Collected data entries:
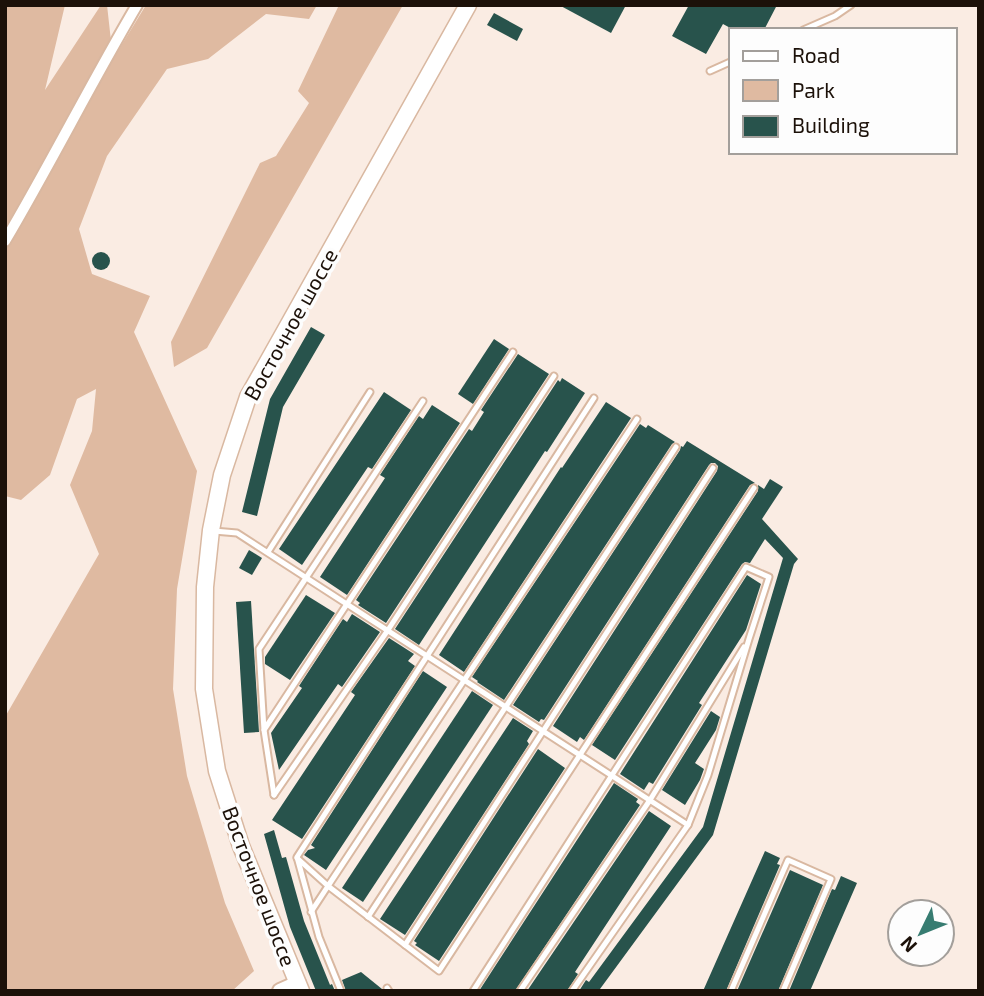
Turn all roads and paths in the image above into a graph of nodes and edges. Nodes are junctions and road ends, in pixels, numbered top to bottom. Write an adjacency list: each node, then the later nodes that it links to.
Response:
1 (137, 5): 7 (street)
2 (468, 5): 17 (main road, Восточное шоссе)
3 (851, 5): 4 (lane)
4 (808, 28)
5 (729, 62): 6 (lane)
6 (710, 71)
7 (5, 241)
8 (513, 352): 20 (lane)
9 (554, 376): 21 (lane)
10 (370, 392): 18 (lane)
11 (594, 398): 23 (lane)
12 (422, 401): 19 (lane)
13 (637, 419): 24 (lane)
14 (676, 447): 27 (lane)
15 (713, 468): 29 (lane)
16 (754, 488): 30 (lane)
17 (211, 530): 18 (lane); 39 (main road, Восточное шоссе)
18 (268, 552): 19 (lane)
19 (306, 577): 20 (lane); 28 (lane)
20 (347, 604): 21 (lane); 28 (lane)
21 (388, 631): 23 (lane); 28 (lane)
22 (749, 639): 25 (lane); 26 (lane); 31 (lane)
23 (427, 656): 24 (lane); 34 (lane)
24 (465, 680): 27 (lane); 35 (lane)
25 (715, 694): 26 (lane); 32 (lane)
26 (730, 703): 33 (lane)
27 (506, 707): 29 (lane); 37 (lane)
28 (264, 730)
29 (543, 732): 30 (lane); 38 (lane)
30 (580, 755): 31 (lane); 38 (lane)
31 (611, 775): 32 (lane); 42 (lane)
32 (650, 800): 33 (lane); 43 (lane)
33 (688, 825): 44 (lane)
34 (297, 857): 35 (lane); 36 (lane)
35 (328, 886): 36 (lane); 37 (lane)
36 (311, 912): 41 (lane)
37 (368, 917): 38 (lane)
38 (405, 945)
39 (299, 987): 40 (street)
40 (280, 991)
41 (341, 991)
42 (473, 991)
43 (520, 991)
44 (572, 991)
45 (731, 991): 46 (lane)
46 (783, 991)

What you will do ::
Output the data exactly as it appears. The pictures do not belong in it.

Your response ::
Turn all roads and paths in the image above into a graph of nodes and edges. Nodes are junctions and road ends, in pixels, numbered top to bottom. Write an adjacency list: each node, then the later nodes that it links to.
Response:
1 (137, 5): 7 (street)
2 (468, 5): 17 (main road, Восточное шоссе)
3 (851, 5): 4 (lane)
4 (808, 28)
5 (729, 62): 6 (lane)
6 (710, 71)
7 (5, 241)
8 (513, 352): 20 (lane)
9 (554, 376): 21 (lane)
10 (370, 392): 18 (lane)
11 (594, 398): 23 (lane)
12 (422, 401): 19 (lane)
13 (637, 419): 24 (lane)
14 (676, 447): 27 (lane)
15 (713, 468): 29 (lane)
16 (754, 488): 30 (lane)
17 (211, 530): 18 (lane); 39 (main road, Восточное шоссе)
18 (268, 552): 19 (lane)
19 (306, 577): 20 (lane); 28 (lane)
20 (347, 604): 21 (lane); 28 (lane)
21 (388, 631): 23 (lane); 28 (lane)
22 (749, 639): 25 (lane); 26 (lane); 31 (lane)
23 (427, 656): 24 (lane); 34 (lane)
24 (465, 680): 27 (lane); 35 (lane)
25 (715, 694): 26 (lane); 32 (lane)
26 (730, 703): 33 (lane)
27 (506, 707): 29 (lane); 37 (lane)
28 (264, 730)
29 (543, 732): 30 (lane); 38 (lane)
30 (580, 755): 31 (lane); 38 (lane)
31 (611, 775): 32 (lane); 42 (lane)
32 (650, 800): 33 (lane); 43 (lane)
33 (688, 825): 44 (lane)
34 (297, 857): 35 (lane); 36 (lane)
35 (328, 886): 36 (lane); 37 (lane)
36 (311, 912): 41 (lane)
37 (368, 917): 38 (lane)
38 (405, 945)
39 (299, 987): 40 (street)
40 (280, 991)
41 (341, 991)
42 (473, 991)
43 (520, 991)
44 (572, 991)
45 (731, 991): 46 (lane)
46 (783, 991)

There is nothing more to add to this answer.